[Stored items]
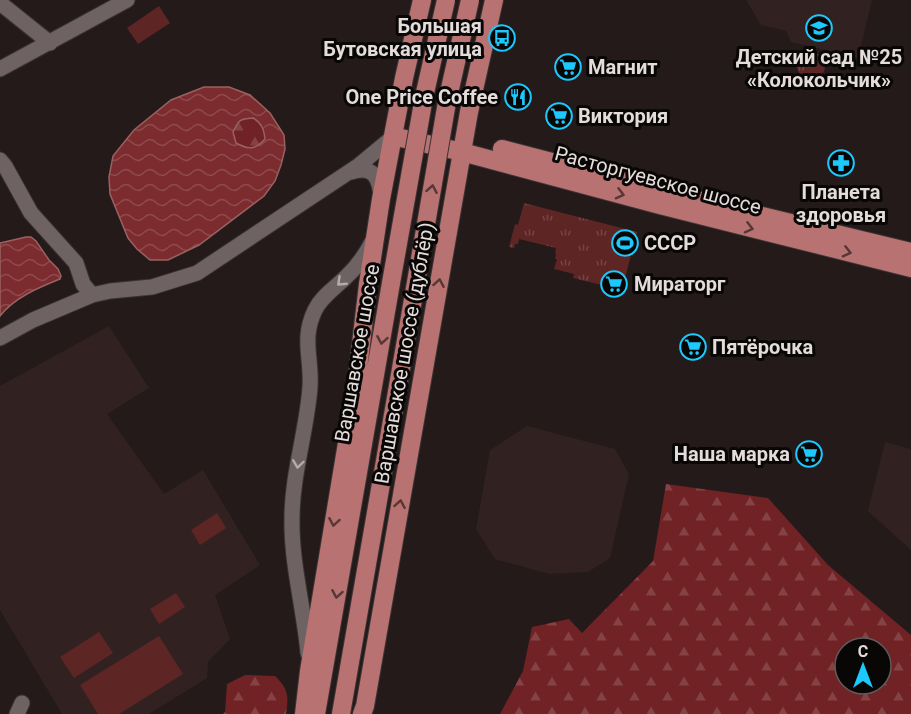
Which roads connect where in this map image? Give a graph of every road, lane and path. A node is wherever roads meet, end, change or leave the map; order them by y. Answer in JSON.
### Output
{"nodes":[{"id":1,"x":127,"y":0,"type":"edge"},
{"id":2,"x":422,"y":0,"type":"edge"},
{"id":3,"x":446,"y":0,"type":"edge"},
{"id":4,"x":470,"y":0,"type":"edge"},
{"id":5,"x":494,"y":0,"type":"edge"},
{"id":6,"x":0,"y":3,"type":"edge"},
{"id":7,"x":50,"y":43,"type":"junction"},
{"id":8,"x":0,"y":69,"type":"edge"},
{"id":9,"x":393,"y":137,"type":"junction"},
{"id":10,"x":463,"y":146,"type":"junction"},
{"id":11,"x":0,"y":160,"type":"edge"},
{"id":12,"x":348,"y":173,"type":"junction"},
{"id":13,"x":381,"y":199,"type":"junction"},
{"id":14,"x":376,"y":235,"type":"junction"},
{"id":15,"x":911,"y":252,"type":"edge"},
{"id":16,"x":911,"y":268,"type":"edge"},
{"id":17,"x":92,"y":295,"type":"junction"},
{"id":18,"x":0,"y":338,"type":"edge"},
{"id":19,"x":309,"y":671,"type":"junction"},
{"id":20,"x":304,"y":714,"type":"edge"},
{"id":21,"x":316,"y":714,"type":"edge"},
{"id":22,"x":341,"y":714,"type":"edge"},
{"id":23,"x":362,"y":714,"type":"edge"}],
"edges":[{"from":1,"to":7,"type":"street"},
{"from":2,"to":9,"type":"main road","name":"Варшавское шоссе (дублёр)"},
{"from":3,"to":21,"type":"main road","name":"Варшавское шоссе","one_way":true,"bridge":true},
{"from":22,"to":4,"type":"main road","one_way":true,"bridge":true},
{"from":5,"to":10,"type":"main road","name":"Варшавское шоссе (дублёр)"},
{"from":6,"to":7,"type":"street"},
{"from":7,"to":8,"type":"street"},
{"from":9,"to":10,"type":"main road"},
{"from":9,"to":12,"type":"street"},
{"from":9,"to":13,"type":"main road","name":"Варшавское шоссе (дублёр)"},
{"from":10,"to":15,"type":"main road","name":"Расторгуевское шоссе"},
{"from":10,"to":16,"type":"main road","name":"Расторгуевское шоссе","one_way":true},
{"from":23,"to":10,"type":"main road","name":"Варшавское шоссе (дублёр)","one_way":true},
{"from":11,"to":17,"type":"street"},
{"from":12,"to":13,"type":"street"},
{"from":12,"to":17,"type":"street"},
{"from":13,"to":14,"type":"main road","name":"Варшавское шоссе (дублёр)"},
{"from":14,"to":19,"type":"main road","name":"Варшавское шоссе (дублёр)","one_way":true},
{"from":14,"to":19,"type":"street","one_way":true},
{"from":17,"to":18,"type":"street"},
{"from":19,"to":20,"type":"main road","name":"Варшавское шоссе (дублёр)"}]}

==

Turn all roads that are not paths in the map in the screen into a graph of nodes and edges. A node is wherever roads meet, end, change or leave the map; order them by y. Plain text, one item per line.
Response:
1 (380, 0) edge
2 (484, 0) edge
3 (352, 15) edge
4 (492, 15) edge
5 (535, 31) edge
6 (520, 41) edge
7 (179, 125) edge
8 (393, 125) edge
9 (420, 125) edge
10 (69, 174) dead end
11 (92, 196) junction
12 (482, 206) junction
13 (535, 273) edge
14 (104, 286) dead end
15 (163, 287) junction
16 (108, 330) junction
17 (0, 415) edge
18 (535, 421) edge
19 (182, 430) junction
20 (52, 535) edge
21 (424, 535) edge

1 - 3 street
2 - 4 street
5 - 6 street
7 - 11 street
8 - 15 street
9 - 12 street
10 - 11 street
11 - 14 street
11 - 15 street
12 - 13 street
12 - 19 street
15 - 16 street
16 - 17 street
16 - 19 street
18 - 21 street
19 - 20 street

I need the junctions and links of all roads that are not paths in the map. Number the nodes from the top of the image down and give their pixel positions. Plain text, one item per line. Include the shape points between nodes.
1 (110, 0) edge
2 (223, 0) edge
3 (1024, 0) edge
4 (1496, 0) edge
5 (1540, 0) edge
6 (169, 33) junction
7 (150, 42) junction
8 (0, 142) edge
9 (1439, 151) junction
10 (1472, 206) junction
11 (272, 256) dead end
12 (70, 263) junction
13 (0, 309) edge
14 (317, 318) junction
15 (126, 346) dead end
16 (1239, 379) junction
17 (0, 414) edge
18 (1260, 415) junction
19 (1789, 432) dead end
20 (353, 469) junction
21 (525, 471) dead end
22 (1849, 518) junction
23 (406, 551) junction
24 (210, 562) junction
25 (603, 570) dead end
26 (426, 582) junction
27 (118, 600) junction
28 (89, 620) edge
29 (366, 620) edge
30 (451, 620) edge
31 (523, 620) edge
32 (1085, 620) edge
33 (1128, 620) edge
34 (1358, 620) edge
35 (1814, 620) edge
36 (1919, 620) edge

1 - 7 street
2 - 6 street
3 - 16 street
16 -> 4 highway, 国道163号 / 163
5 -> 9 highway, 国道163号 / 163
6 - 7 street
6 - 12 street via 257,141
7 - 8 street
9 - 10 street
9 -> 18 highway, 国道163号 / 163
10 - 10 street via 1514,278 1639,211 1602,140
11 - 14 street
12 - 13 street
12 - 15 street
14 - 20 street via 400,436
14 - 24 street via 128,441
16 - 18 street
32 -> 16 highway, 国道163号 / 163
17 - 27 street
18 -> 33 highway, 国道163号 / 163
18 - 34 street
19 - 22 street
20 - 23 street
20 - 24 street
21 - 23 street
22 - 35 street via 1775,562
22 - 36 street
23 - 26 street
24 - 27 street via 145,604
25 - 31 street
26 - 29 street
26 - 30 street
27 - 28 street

---

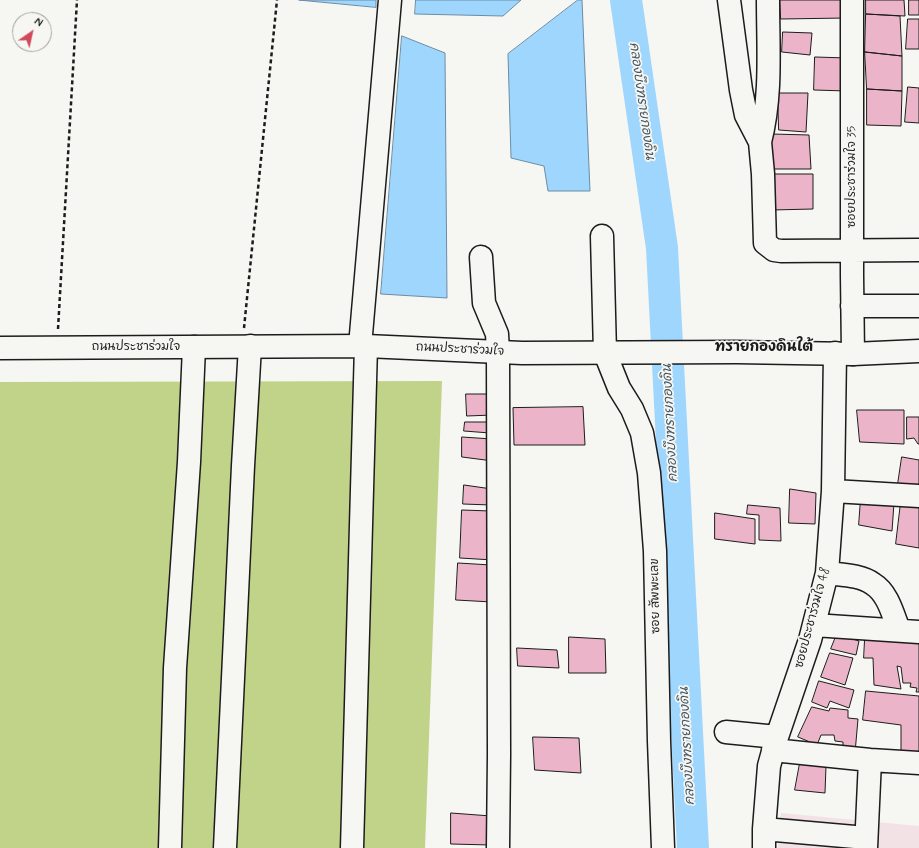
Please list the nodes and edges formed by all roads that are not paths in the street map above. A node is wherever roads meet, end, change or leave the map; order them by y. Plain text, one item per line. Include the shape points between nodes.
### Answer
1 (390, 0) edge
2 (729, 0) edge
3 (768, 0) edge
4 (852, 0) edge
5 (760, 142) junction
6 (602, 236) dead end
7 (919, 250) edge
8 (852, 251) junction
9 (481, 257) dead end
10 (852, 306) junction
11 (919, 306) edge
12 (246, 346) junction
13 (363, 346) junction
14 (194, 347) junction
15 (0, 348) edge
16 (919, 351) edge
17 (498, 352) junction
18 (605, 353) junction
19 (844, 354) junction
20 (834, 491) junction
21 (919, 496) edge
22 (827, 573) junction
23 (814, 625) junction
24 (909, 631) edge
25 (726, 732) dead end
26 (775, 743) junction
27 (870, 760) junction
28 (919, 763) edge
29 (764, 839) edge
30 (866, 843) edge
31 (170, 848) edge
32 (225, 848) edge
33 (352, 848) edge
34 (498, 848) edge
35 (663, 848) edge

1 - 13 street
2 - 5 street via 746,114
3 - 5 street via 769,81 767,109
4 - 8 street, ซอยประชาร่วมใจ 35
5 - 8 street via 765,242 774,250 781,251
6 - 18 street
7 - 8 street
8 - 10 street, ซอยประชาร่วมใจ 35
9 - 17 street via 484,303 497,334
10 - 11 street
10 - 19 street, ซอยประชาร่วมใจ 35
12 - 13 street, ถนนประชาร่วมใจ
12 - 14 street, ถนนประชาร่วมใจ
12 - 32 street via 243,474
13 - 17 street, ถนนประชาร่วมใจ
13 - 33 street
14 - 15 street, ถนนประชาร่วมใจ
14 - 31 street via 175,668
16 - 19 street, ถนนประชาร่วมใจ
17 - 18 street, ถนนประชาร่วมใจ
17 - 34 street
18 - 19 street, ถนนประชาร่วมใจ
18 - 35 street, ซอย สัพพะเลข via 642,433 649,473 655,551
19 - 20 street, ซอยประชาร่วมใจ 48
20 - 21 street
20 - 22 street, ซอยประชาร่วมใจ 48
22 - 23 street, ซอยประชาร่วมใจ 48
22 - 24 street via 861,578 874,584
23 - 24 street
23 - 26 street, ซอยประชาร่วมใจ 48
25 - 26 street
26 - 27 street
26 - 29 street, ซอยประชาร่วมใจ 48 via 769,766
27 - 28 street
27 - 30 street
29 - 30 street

PROBLEM DETAILS
If a line in the entries contains the word "them", copy that line out.

ANSWER
Which roads connect where in this map image? Give a graph of every road, lane and path. A node is wherever roads meet, end, change or leave the map; order them by y. Answer in JSON.
Turn all roads that are not paths in the map in the screen into a graph of nodes and edges. A node is wherever roads meet, end, change or leave the map; order them by y. Plain text, one item per line.
Please list the nodes and edges formed by all roads that are not paths in the street map above. A node is wherever roads meet, end, change or leave the map; order them by y. Plain text, one item per line. Include the shape points between nodes.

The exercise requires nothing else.